What trends have you observed among writers that you think will continue into the next century? Are there any trends you feel will dominate letters? Any you'd identify as passing fads only?
MB: As opposed to authors of, say business prose (handbooks, manuals, etc.), many literary writers--poets especially--have always been and will, I guess, probably continue to be for a while, relatively right-brain oriented.--i.e., better at coming to terms with reality via Instinct & Intuition, rather than by Logic or Analysis. That phenomenon particularly interests me since (notwithstanding the many excursions I've made into relatively left-brain oriented activities such as editing & journalism), writing poetry is fundamentally my field. I guess that many poets will continue for a while to remain indifferent to & even suspicious of left-brained phenomena such as technology. But both my instincts and sense of Logic tell me that the main task for poets--and for anyone else in any field of human endeavor--is to try to integrate left-side-of-brain & right-side-of brain perceptions. That kind of integration, I think, represents--maybe even clinically--nothing less than sanity.
I think a lot about ways that people have--consciously or not--of healing that old left-side, right side of brain argument. Here's a recent & still somewhat off the top-the-head idea about that: Even the simplest of Web-page Hyper-links are perhaps a metaphor for linking left sides and right sides of brain. Certainly, even simple hyperlinks ("click to top," etc.), connect Synapses!

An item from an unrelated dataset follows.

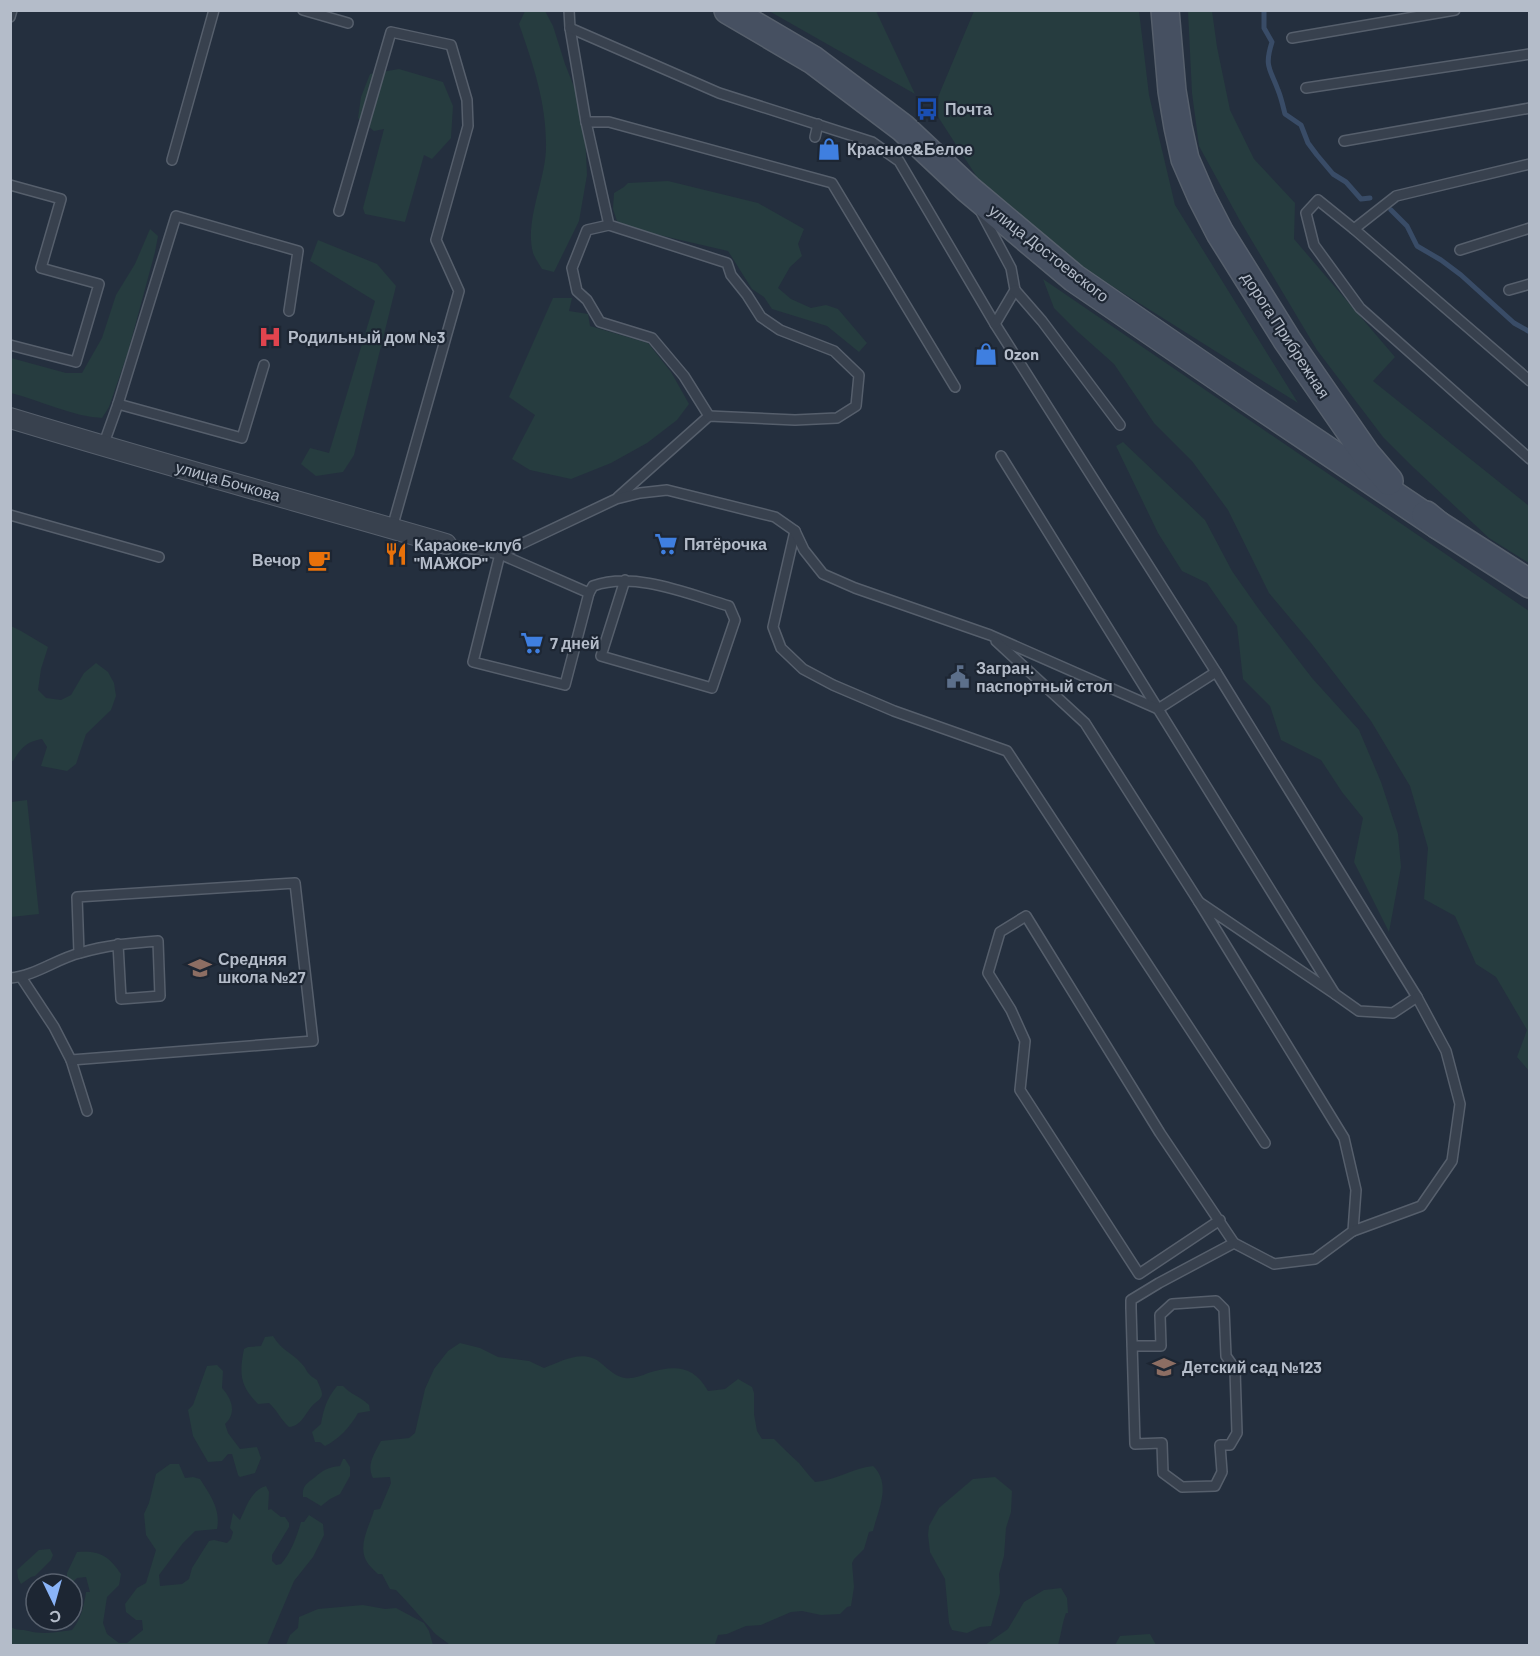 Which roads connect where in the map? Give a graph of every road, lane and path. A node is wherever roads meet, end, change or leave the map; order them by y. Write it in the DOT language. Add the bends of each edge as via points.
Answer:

Anyway, I see the old trend gradually being replaced by a new trend. I see the right-brainedness traditional among poets eventually reversing itself somewhat. I've noticed increasingly that most older poets, including many of my contemporaries, & most younger poets already seem to be thinking in decidedly different ways. Perhaps the same is true for other literary folk, such as short story-writers and novelists. As writers come to terms with technology, the new trend will I think "dominate letters"--or at least the poetry part of it, since most poets are coming from the right side of the brain with a vengeance.
(Suddenly I receive this vision of the words of a poem--or even our entire dear old alphabet--lined up and trembling before a technological ringmaster or ringmasterette, carrying a circus whip. Excuse me: that image is must be the result of the proximity of Thermopylae to Castle In The Sky.)
How would you characterize the final years of this century in artistic terms? Will the late 20th Century be remembered as an historic period in American letters?
MB: I think I'll mostly pass on those two questions--except to say that I firmly believe that as a result of the interplay of minds with technology, any later 20th-Century change in purely artistic terms probably wasn't as significant as changes launched in recent years in purely mental terms. Certainly, the results of those changes haven't fully surfaced yet.
So, I see the final years of the 20th Century--and the first years of the 21st Century, too--as a kind of interim period in which most writers (poets included) conduct/conducted business as usual--even while listening to the sounds of the technological Sword of Damocles coming loose from the wall and about to descend. What's the sound of that Sword coming loose from the wall? Among other things, it's probably the sound of a PCMCIA modem-card after it's plugged in, peeping like a newly-hatched chick just come forth from an egg. That sound divides the old literary culture from the new literary culture I think--and it's "historic" all right!